Records for the task -
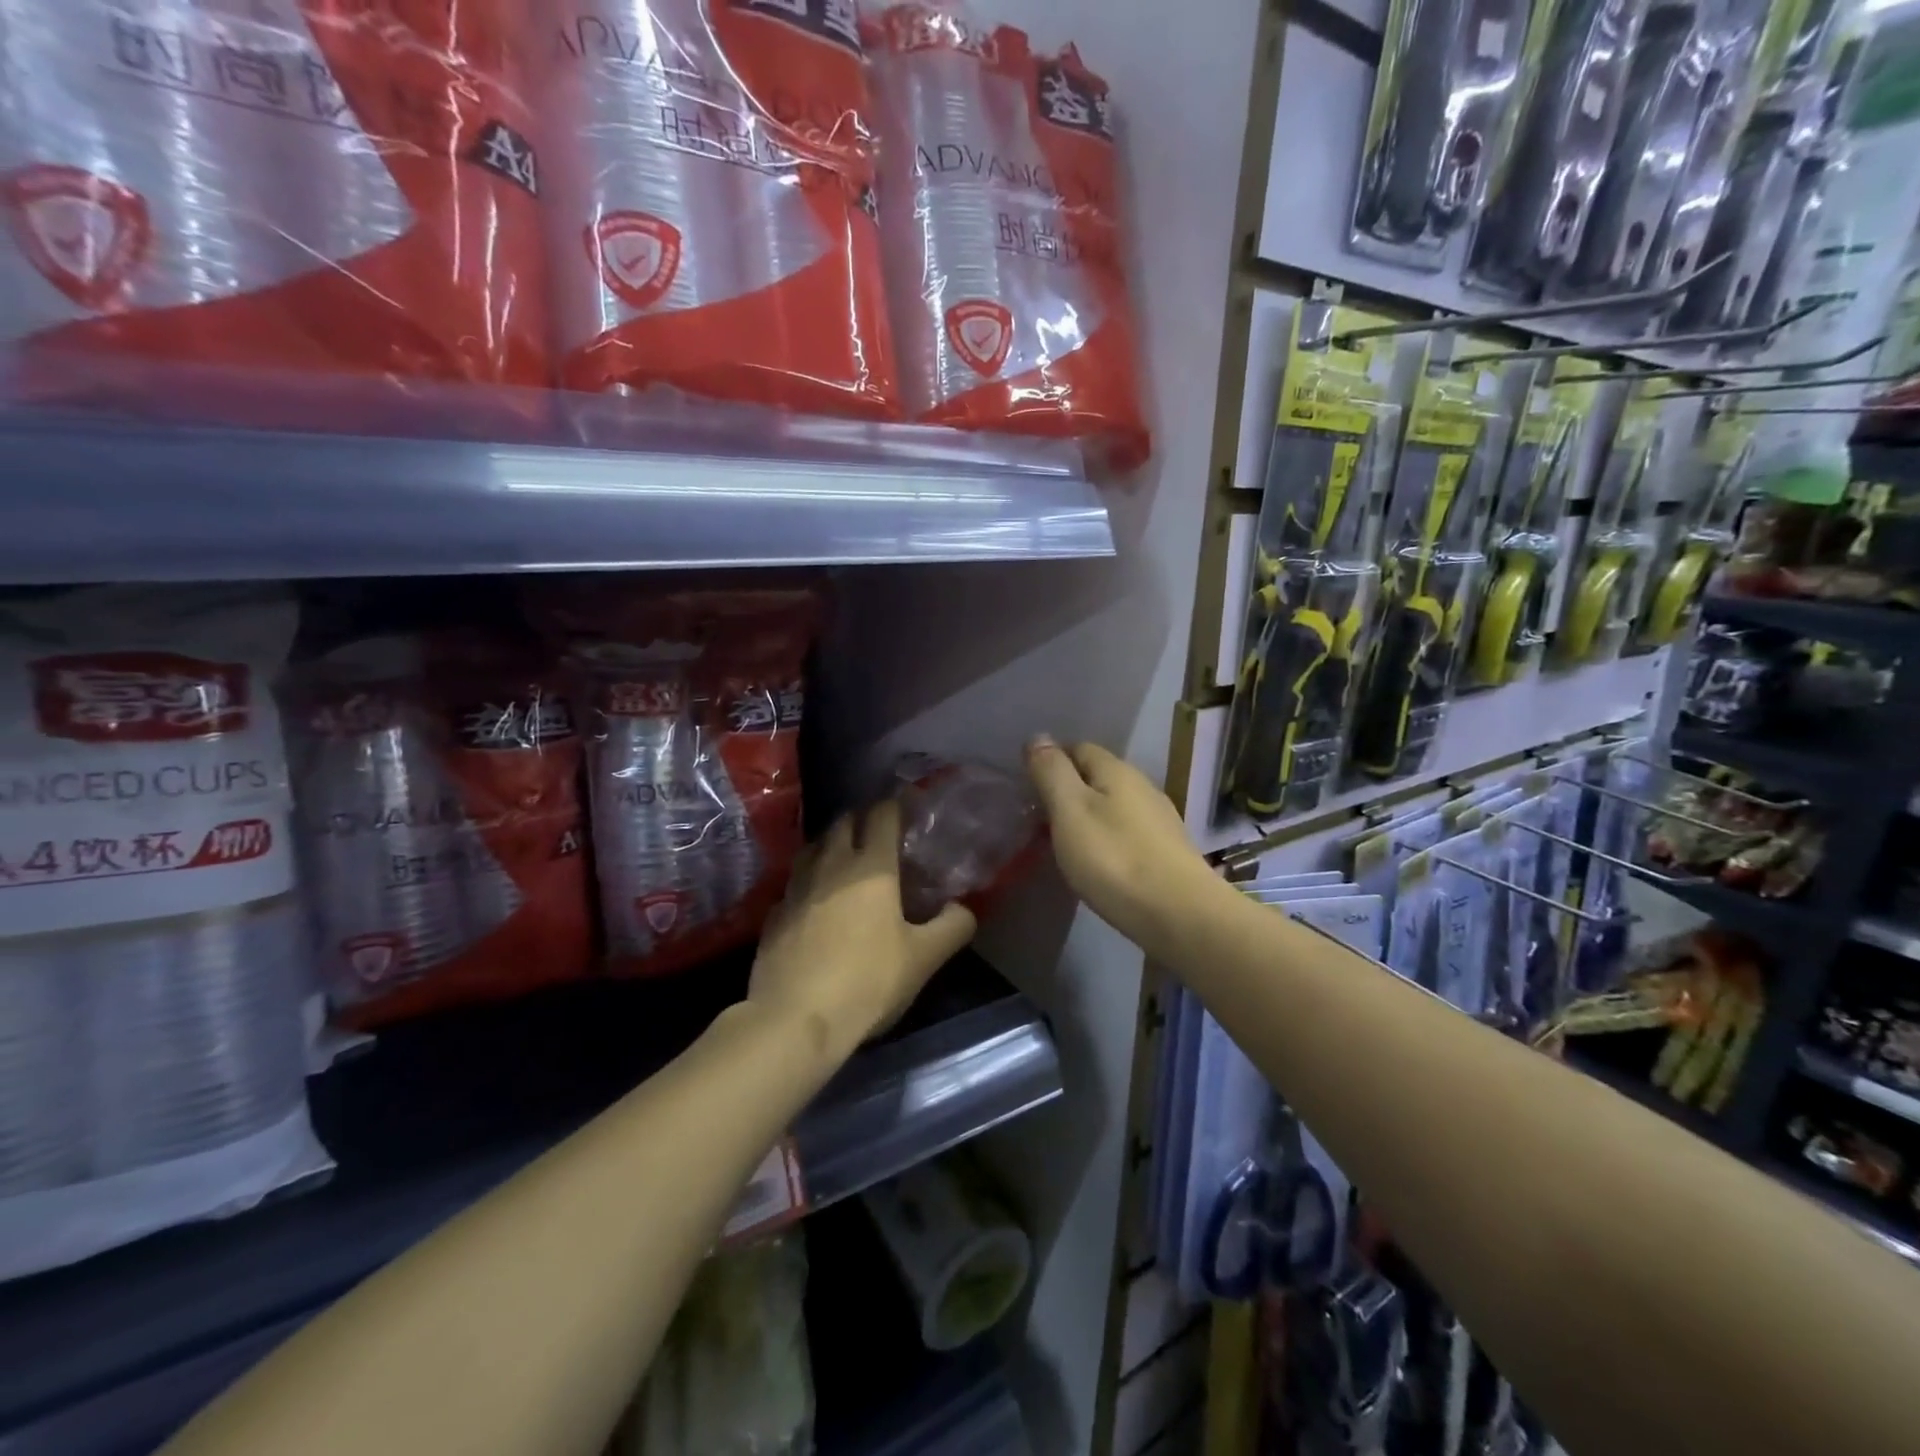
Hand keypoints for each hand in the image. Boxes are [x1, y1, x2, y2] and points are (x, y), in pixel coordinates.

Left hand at [749, 799, 976, 1059]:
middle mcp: (830, 865)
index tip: (906, 807)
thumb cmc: (867, 981)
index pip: (882, 816)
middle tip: (879, 833)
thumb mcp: (923, 958)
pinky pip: (794, 884)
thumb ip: (951, 927)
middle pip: (843, 823)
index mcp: (871, 867)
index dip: (895, 806)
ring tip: (845, 858)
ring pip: (813, 848)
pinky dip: (808, 881)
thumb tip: (964, 909)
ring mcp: (796, 888)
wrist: (795, 1019)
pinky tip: (814, 901)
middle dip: (861, 820)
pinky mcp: (774, 914)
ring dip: (831, 845)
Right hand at [1025, 736, 1222, 958]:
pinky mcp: (1168, 851)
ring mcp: (1159, 820)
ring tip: (1065, 841)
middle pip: (1098, 776)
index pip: (1079, 747)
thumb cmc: (1115, 859)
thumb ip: (1052, 772)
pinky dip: (1108, 837)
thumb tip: (1038, 737)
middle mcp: (1143, 787)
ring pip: (1114, 805)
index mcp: (1117, 771)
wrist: (1181, 915)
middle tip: (1040, 817)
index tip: (1028, 786)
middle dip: (1069, 789)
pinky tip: (1099, 861)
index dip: (1052, 760)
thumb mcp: (1070, 811)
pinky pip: (1128, 831)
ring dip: (1089, 815)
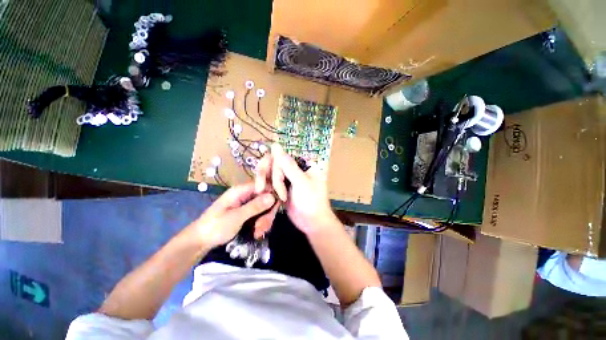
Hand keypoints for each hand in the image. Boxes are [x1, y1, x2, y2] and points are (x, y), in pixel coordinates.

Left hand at [187, 183, 275, 247]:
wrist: (200, 241)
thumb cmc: (215, 227)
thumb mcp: (236, 217)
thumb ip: (255, 206)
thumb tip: (273, 196)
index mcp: (241, 190)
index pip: (264, 186)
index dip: (273, 195)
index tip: (275, 209)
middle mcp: (245, 194)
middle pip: (266, 198)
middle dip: (267, 213)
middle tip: (263, 228)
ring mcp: (246, 203)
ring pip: (264, 207)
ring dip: (264, 220)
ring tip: (258, 232)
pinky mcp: (247, 211)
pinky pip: (260, 213)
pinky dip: (261, 223)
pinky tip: (257, 232)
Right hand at [255, 144, 339, 235]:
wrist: (312, 222)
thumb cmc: (311, 201)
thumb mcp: (300, 182)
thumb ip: (287, 164)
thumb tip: (275, 144)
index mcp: (302, 163)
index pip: (282, 156)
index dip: (273, 165)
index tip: (267, 178)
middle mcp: (294, 168)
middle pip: (273, 163)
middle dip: (271, 178)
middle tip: (266, 189)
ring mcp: (287, 178)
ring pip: (270, 173)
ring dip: (268, 184)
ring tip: (276, 198)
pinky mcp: (282, 187)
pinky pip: (270, 182)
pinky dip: (267, 188)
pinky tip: (267, 196)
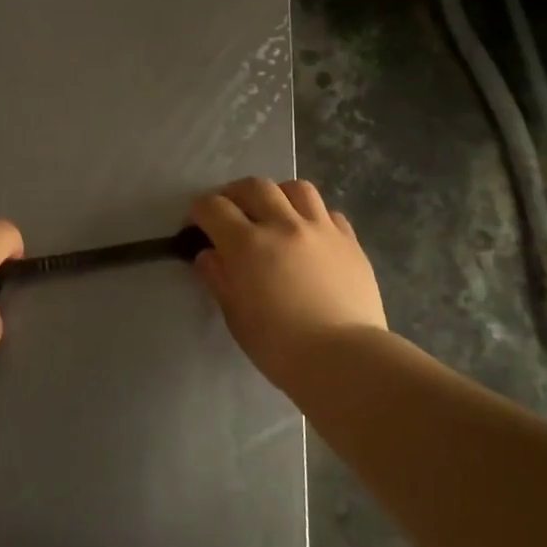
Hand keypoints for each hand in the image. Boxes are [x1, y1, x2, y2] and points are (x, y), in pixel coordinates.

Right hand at [190, 178, 386, 380]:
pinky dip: (313, 216)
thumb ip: (219, 278)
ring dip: (278, 195)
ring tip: (274, 212)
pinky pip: (329, 213)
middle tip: (231, 211)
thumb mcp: (236, 316)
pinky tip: (310, 234)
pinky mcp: (350, 241)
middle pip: (254, 187)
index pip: (214, 208)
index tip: (197, 223)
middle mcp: (283, 225)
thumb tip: (208, 255)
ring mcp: (321, 229)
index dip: (200, 211)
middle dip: (235, 193)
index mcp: (247, 244)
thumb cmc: (279, 346)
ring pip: (296, 188)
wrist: (344, 359)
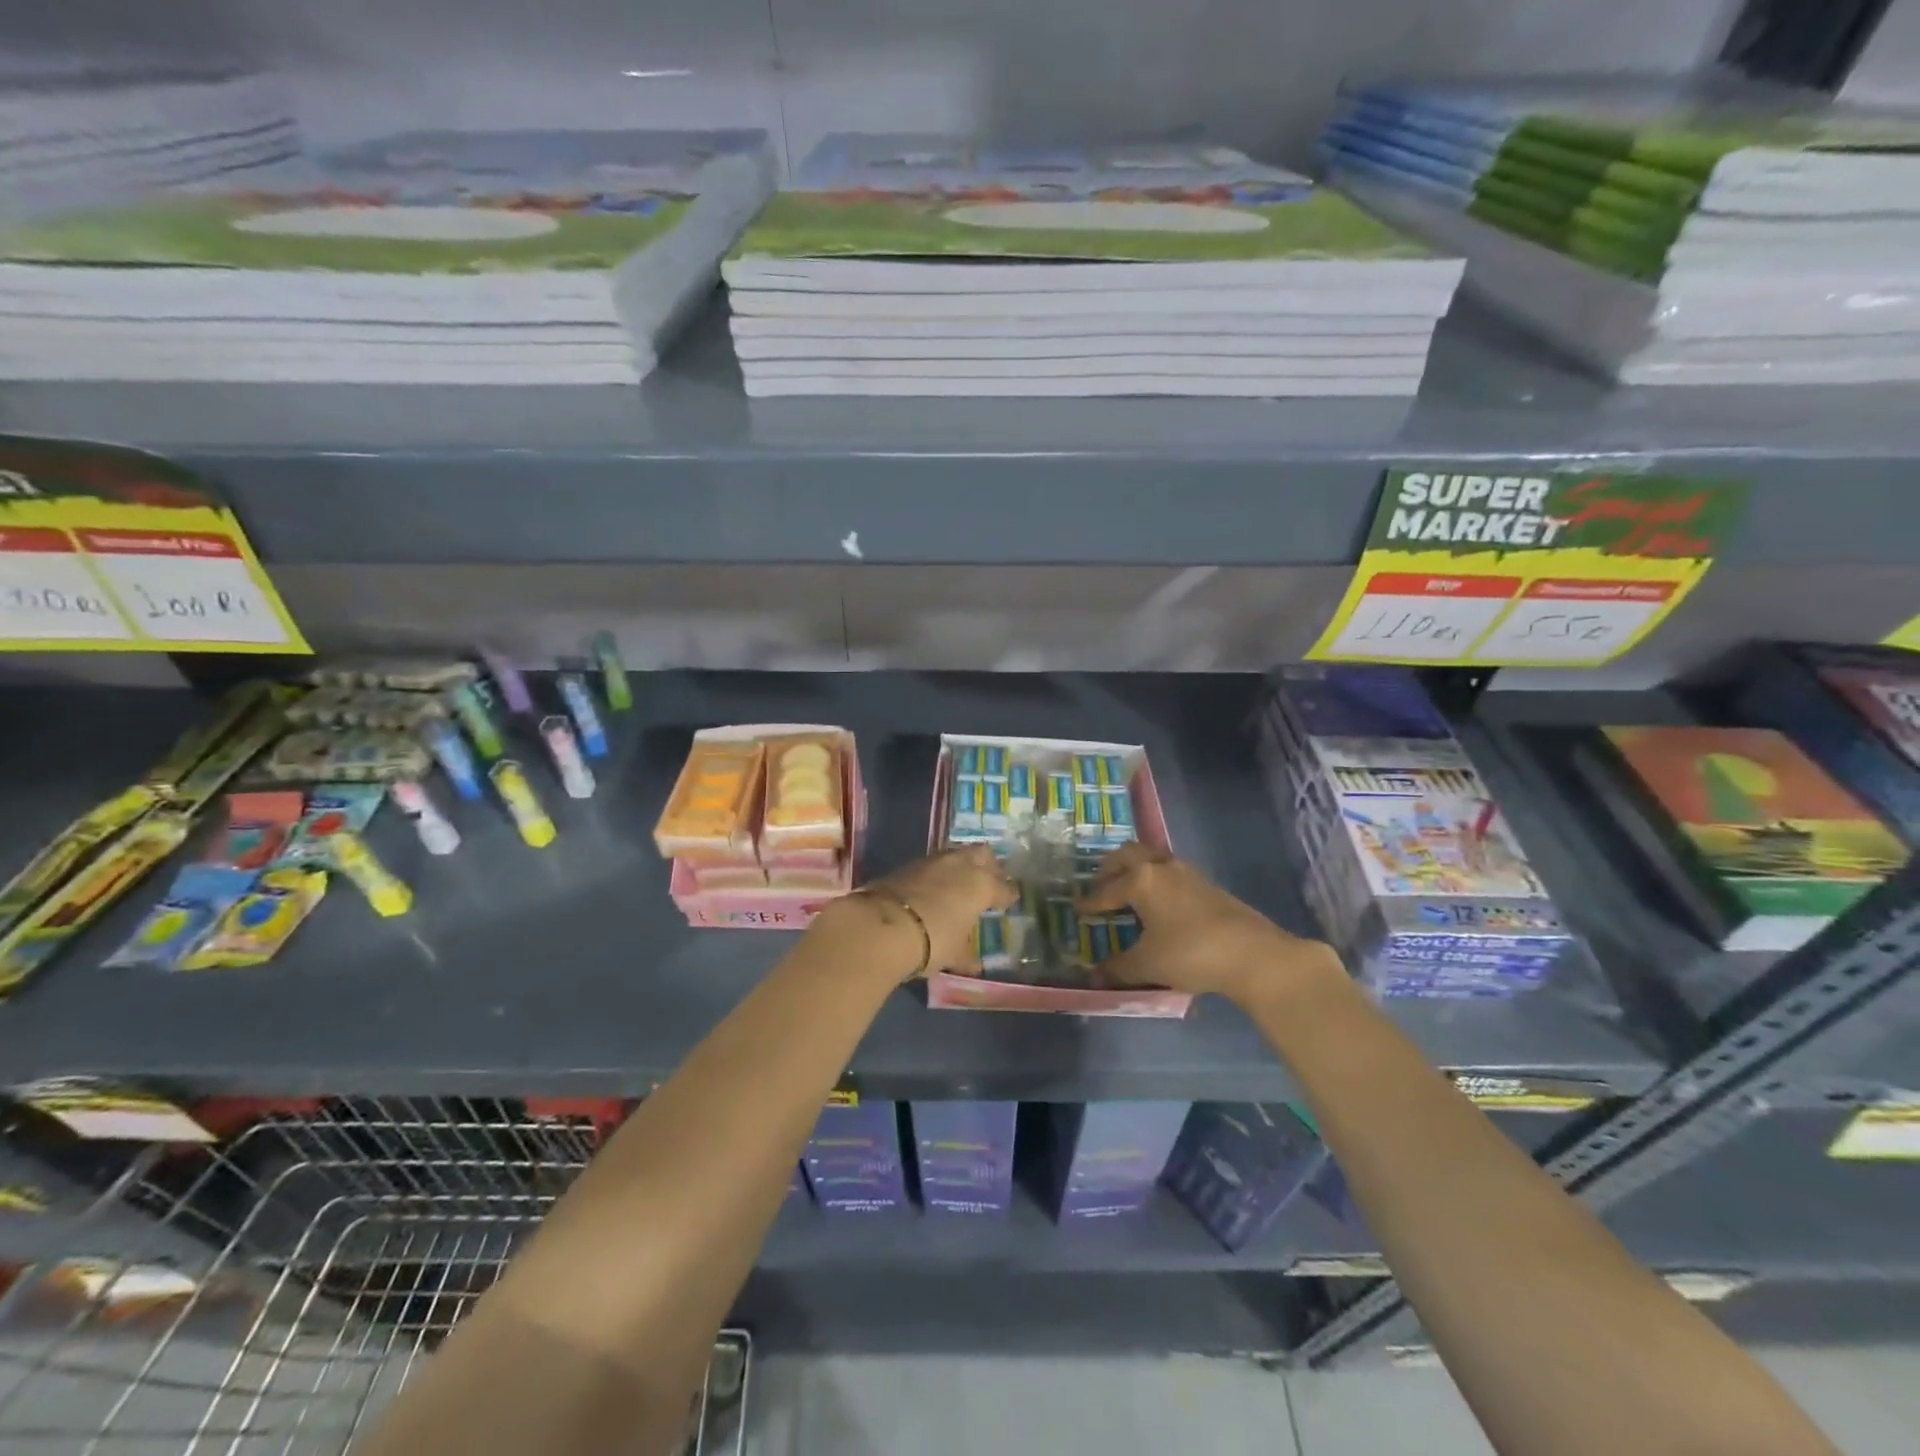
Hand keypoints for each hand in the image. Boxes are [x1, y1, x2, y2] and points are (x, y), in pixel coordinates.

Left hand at [816, 845, 1015, 983]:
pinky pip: (932, 864)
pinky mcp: (907, 864)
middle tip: (989, 881)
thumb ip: (966, 954)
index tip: (1009, 899)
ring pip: (956, 854)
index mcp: (981, 884)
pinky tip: (934, 887)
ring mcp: (932, 861)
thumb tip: (974, 963)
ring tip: (961, 883)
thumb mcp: (953, 953)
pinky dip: (937, 873)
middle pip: (982, 854)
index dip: (1007, 894)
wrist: (881, 926)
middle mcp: (960, 865)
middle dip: (988, 866)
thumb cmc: (931, 941)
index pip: (1003, 887)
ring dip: (961, 865)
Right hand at [1075, 843, 1343, 1005]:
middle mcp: (1161, 867)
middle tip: (1100, 883)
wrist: (1253, 954)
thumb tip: (1094, 975)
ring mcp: (1187, 873)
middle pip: (1128, 854)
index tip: (1077, 908)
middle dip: (1110, 866)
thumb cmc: (1190, 953)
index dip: (1090, 901)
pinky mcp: (1207, 884)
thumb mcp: (1148, 964)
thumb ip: (1118, 968)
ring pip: (1152, 858)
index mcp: (1141, 880)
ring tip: (1128, 889)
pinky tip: (1159, 901)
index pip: (1106, 889)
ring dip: (1136, 868)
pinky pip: (1170, 871)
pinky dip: (1156, 878)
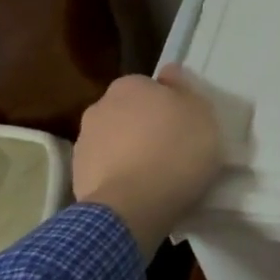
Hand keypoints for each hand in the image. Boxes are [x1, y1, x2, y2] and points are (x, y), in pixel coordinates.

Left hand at [72, 66, 222, 258]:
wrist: (133, 206)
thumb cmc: (176, 150)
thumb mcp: (201, 113)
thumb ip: (184, 88)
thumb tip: (169, 73)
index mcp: (130, 85)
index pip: (151, 87)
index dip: (169, 105)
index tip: (184, 126)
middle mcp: (100, 106)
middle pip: (130, 113)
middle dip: (145, 127)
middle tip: (172, 149)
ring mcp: (85, 143)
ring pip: (115, 141)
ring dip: (130, 152)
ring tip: (156, 176)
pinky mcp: (77, 177)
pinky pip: (107, 170)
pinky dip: (120, 176)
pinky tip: (139, 193)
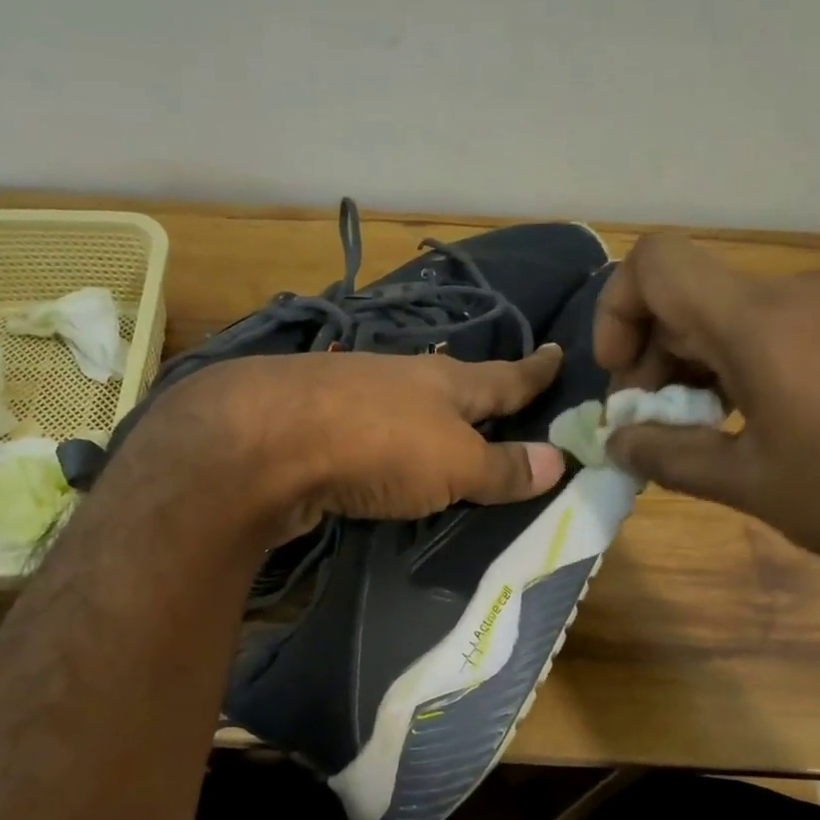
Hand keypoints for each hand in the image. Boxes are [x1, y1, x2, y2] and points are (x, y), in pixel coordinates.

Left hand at [114, 347, 567, 546]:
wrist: (261, 441)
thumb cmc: (378, 445)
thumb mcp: (453, 463)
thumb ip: (501, 467)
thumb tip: (558, 461)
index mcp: (445, 382)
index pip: (505, 376)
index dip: (536, 371)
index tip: (558, 352)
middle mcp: (399, 379)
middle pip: (452, 385)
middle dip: (479, 392)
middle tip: (503, 399)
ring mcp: (350, 395)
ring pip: (405, 404)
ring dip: (427, 416)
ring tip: (445, 431)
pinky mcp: (311, 423)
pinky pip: (366, 432)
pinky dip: (384, 442)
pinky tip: (380, 456)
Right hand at [593, 234, 819, 575]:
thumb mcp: (749, 484)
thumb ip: (668, 456)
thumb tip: (616, 442)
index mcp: (756, 321)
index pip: (656, 262)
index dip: (618, 309)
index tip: (624, 376)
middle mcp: (793, 297)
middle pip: (688, 296)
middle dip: (650, 356)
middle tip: (653, 426)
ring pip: (731, 315)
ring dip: (694, 366)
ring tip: (704, 434)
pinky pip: (777, 330)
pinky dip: (741, 367)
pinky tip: (758, 426)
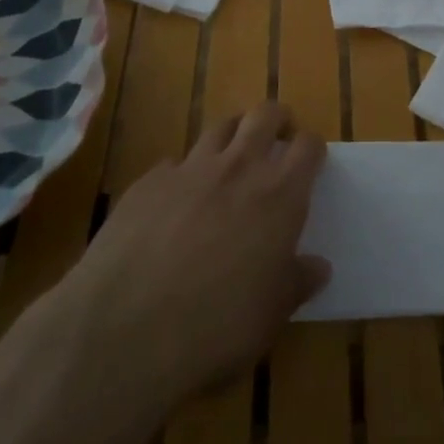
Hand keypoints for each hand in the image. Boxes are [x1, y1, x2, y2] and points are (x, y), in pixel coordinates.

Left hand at [56, 101, 328, 409]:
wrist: (125, 328)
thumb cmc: (217, 325)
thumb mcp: (270, 315)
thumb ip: (297, 283)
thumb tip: (318, 267)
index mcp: (279, 195)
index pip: (307, 147)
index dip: (312, 149)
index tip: (311, 161)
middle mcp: (238, 167)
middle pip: (264, 115)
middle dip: (276, 119)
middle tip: (277, 138)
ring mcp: (190, 168)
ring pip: (220, 128)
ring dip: (232, 136)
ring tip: (231, 159)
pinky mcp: (148, 181)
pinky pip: (174, 164)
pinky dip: (183, 174)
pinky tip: (176, 202)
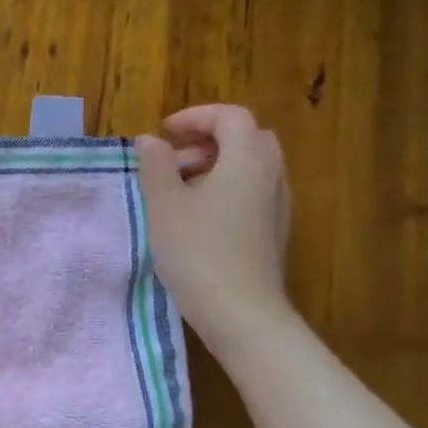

What is expected -
Take the material above from its first line through the line holding "ring tip: (845, 858)" and set it down exactly, without the pictures.

Reply -
Hand keypoints for each hand in the image. Boxes are [x1, y1, x2, y2] and points are (x, y), in pixel coordinates.

Left hand at [749, 799, 976, 1059]:
middle mcp: (830, 865)
index tip: (906, 807)
thumb cmc: (867, 981)
index pip: (882, 816)
middle tip: (879, 833)
thumb mcp: (923, 958)
pinky pip: (794, 884)
thumb ip: (951, 927)
middle pip: (843, 823)
index mcp: (871, 867)
index dip: (895, 806)
ring tip: (845, 858)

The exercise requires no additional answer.